ACTION ITEM → Because the copy must hold no pictures, return the data below with all of its words intact.

----- SUPPLIED DATA -----

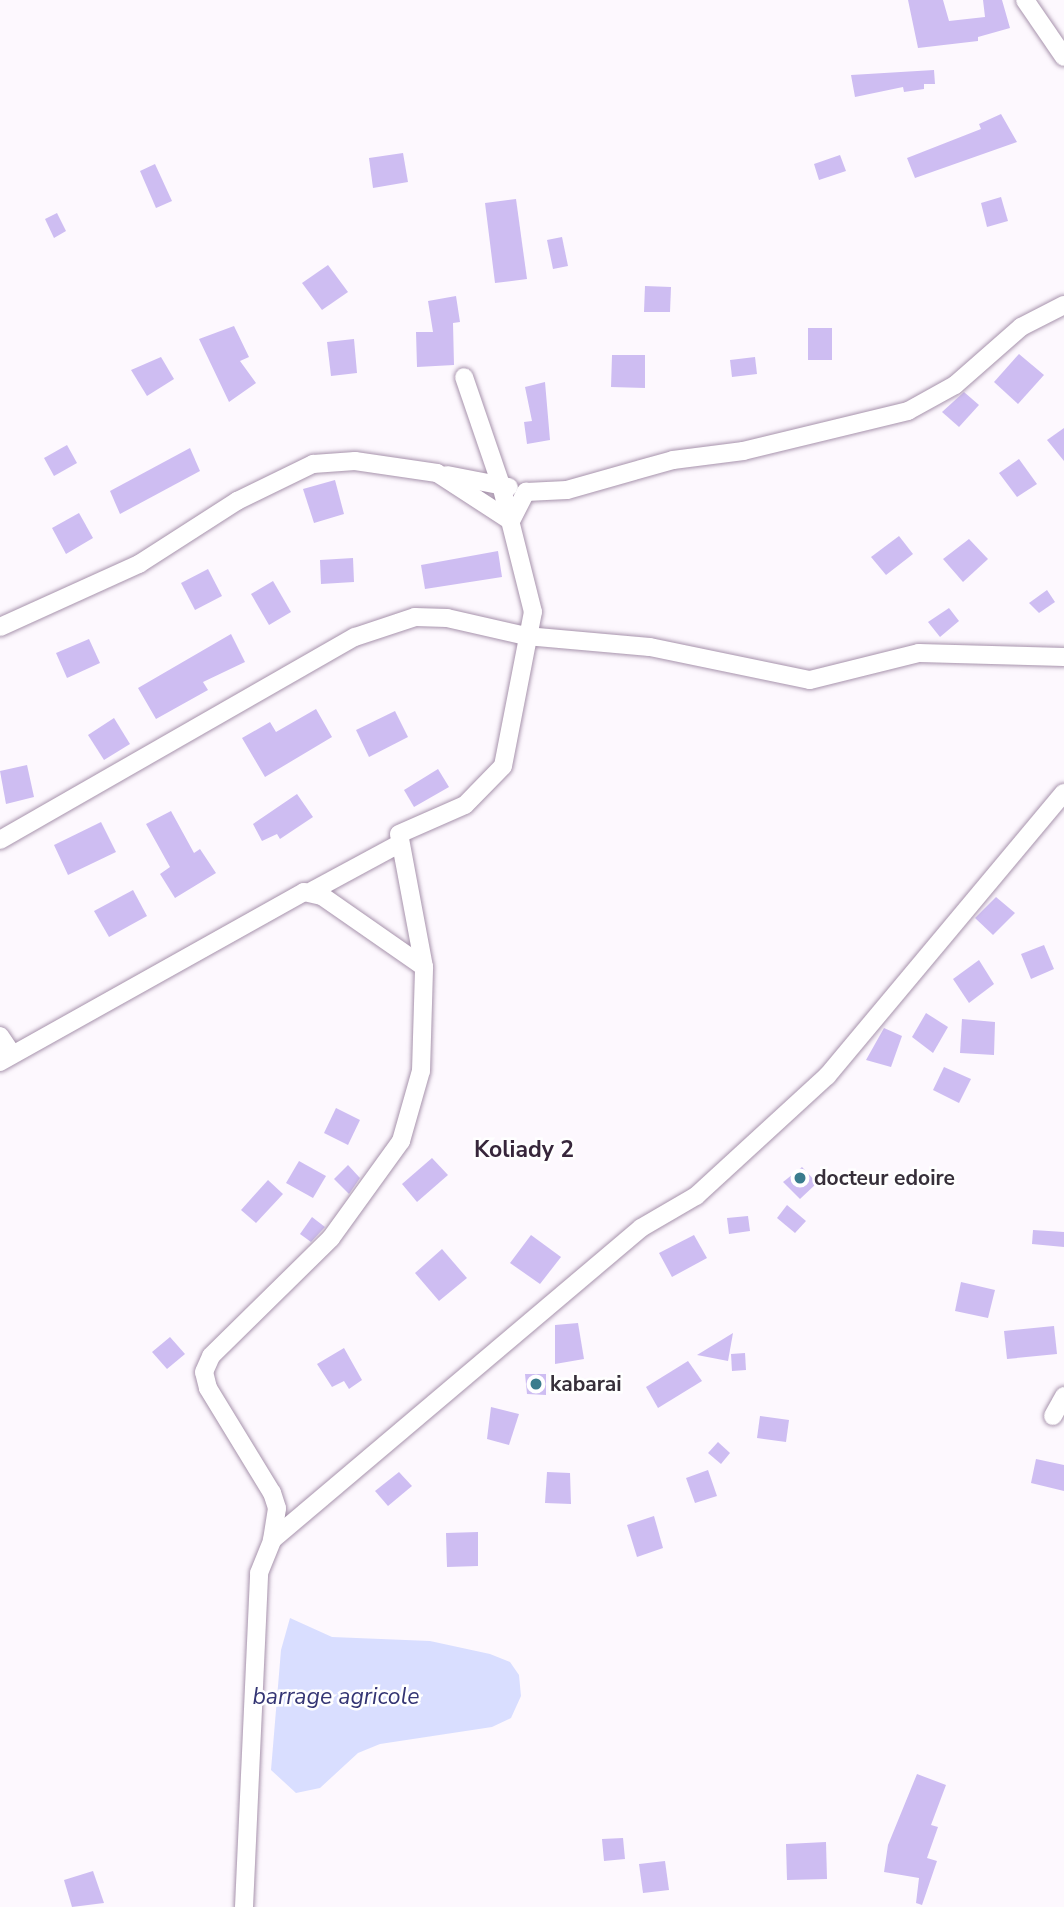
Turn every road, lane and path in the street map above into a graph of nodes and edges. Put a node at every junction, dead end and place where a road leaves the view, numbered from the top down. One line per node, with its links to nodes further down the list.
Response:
1 (1025, 0): 2 (street)
2 (1064, 57)
3 (1064, 305): 7 (street)
4 (464, 377): 6 (street)
5 (437, 473): 6 (street); 8 (street); 9 (street)
6 (501, 485): 7 (street); 8 (street)
7 (526, 492): 8 (street)
8 (511, 521): 10 (street)
9 (0, 626)
10 (527, 636): 11 (street); 13 (street); 14 (street)
11 (1064, 657)
12 (1064, 793): 21 (street)
13 (0, 840)
14 (399, 844): 15 (street); 16 (street)
15 (312, 891): 16 (street); 18 (street)
16 (424, 967): 21 (street)
17 (0, 1036): 18 (street)
18 (6, 1058)
19 (1064, 1396): 20 (street)
20 (1053, 1416)
21 (272, 1540): 22 (street)
22 (244, 1907)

-----

SOLUTION FOR THIS PROBLEM →
Turn every road, lane and path in the street map above into a graph of nodes and edges. Put a node at every junction, dead end and place where a road leaves the view, numbered from the top down. One line per node, with its links to nodes further down the list.
Response:
1 (1025, 0): 2 (street)
2 (1064, 57)
3 (1064, 305): 7 (street)
4 (464, 377): 6 (street)
5 (437, 473): 6 (street); 8 (street); 9 (street)
6 (501, 485): 7 (street); 8 (street)
7 (526, 492): 8 (street)
8 (511, 521): 10 (street)
9 (0, 626)
10 (527, 636): 11 (street); 13 (street); 14 (street)
11 (1064, 657)
12 (1064, 793): 21 (street)
13 (0, 840)
14 (399, 844): 15 (street); 16 (street)
15 (312, 891): 16 (street); 18 (street)
16 (424, 967): 21 (street)
17 (0, 1036): 18 (street)
18 (6, 1058)
19 (1064, 1396): 20 (street)
20 (1053, 1416)
21 (272, 1540): 22 (street)
22 (244, 1907)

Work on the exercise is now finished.